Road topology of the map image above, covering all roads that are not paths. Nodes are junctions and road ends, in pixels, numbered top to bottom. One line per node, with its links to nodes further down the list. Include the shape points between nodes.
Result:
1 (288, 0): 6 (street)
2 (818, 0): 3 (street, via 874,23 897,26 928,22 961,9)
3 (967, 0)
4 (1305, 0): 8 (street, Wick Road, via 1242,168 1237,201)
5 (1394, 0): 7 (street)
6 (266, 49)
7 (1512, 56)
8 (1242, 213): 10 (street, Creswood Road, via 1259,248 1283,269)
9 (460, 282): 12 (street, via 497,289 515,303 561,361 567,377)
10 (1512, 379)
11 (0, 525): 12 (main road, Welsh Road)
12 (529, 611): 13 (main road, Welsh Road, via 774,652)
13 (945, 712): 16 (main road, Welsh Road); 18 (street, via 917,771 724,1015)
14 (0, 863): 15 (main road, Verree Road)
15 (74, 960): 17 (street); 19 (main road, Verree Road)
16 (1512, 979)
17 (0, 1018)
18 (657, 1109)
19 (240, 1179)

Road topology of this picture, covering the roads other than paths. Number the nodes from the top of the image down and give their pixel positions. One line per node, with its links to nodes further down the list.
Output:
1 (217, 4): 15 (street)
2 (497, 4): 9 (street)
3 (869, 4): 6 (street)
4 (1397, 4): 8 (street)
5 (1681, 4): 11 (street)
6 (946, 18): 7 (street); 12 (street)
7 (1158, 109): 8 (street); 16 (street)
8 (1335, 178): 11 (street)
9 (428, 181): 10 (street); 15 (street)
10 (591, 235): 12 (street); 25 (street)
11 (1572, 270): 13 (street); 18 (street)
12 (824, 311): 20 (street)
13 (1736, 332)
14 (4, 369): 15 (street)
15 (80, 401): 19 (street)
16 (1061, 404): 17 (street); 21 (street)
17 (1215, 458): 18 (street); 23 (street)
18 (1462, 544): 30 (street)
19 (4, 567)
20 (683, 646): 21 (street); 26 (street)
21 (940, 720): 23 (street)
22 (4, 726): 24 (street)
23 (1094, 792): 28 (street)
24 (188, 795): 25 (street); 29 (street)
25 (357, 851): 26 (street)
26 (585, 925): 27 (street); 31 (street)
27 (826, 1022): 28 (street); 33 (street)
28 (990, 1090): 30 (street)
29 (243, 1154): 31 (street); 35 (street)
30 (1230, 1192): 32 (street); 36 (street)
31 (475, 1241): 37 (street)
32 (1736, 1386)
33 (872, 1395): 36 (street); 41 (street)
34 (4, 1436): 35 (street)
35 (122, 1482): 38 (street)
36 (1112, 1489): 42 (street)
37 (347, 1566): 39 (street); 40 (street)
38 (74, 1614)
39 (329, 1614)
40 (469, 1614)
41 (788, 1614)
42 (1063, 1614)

▸ **EXERCISE DIRECTIONS**: Your task is to quote the listing above word for word.

▸ **RESULT FOR THIS TASK**:
Road topology of the map image above, covering all roads that are not paths. Nodes are junctions and road ends, in pixels, numbered top to bottom. One line per node, with its links to nodes further down the list. Include the shape points between nodes.
Result:
1 (288, 0): 6 (street)
2 (818, 0): 3 (street, via 874,23 897,26 928,22 961,9)
3 (967, 0)
4 (1305, 0): 8 (street, Wick Road, via 1242,168 1237,201)
5 (1394, 0): 7 (street)
6 (266, 49)
7 (1512, 56)
8 (1242, 213): 10 (street, Creswood Road, via 1259,248 1283,269)
9 (460, 282): 12 (street, via 497,289 515,303 561,361 567,377)
10 (1512, 379)
11 (0, 525): 12 (main road, Welsh Road)
12 (529, 611): 13 (main road, Welsh Road, via 774,652)
13 (945, 712): 16 (main road, Welsh Road); 18 (street, via 917,771 724,1015)
14 (0, 863): 15 (main road, Verree Road)
15 (74, 960): 17 (street); 19 (main road, Verree Road)
16 (1512, 979)
17 (0, 1018)
18 (657, 1109)
19 (240, 1179)

Road topology of this picture, covering the roads other than paths. Number the nodes from the top of the image down and give their pixel positions. One line per node, with its links to nodes further down the list.
Output:
1 (217, 4): 15 (street)
2 (497, 4): 9 (street)
3 (869, 4): 6 (street)
4 (1397, 4): 8 (street)
5 (1681, 4): 11 (street)
6 (946, 18): 7 (street); 12 (street)
7 (1158, 109): 8 (street); 16 (street)
8 (1335, 178): 11 (street)
9 (428, 181): 10 (street); 15 (street)
10 (591, 235): 12 (street); 25 (street)
11 (1572, 270): 13 (street); 18 (street)
12 (824, 311): 20 (street)
13 (1736, 332)
14 (4, 369): 15 (street)
15 (80, 401): 19 (street)
16 (1061, 404): 17 (street); 21 (street)
17 (1215, 458): 18 (street); 23 (street)
18 (1462, 544): 30 (street)
19 (4, 567)
20 (683, 646): 21 (street); 26 (street)
21 (940, 720): 23 (street)
22 (4, 726): 24 (street)
23 (1094, 792): 28 (street)
24 (188, 795): 25 (street); 29 (street)
25 (357, 851): 26 (street)
26 (585, 925): 27 (street); 31 (street)
27 (826, 1022): 28 (street); 33 (street)
28 (990, 1090): 30 (street)
29 (243, 1154): 31 (street); 35 (street)
30 (1230, 1192): 32 (street); 36 (street)
31 (475, 1241): 37 (street)
32 (1736, 1386)
33 (872, 1395): 36 (street); 41 (street)
34 (4, 1436): 35 (street)
35 (122, 1482): 38 (street)
36 (1112, 1489): 42 (street)
37 (347, 1566): 39 (street); 40 (street)
38 (74, 1614)
39 (329, 1614)
40 (469, 1614)
41 (788, 1614)
42 (1063, 1614)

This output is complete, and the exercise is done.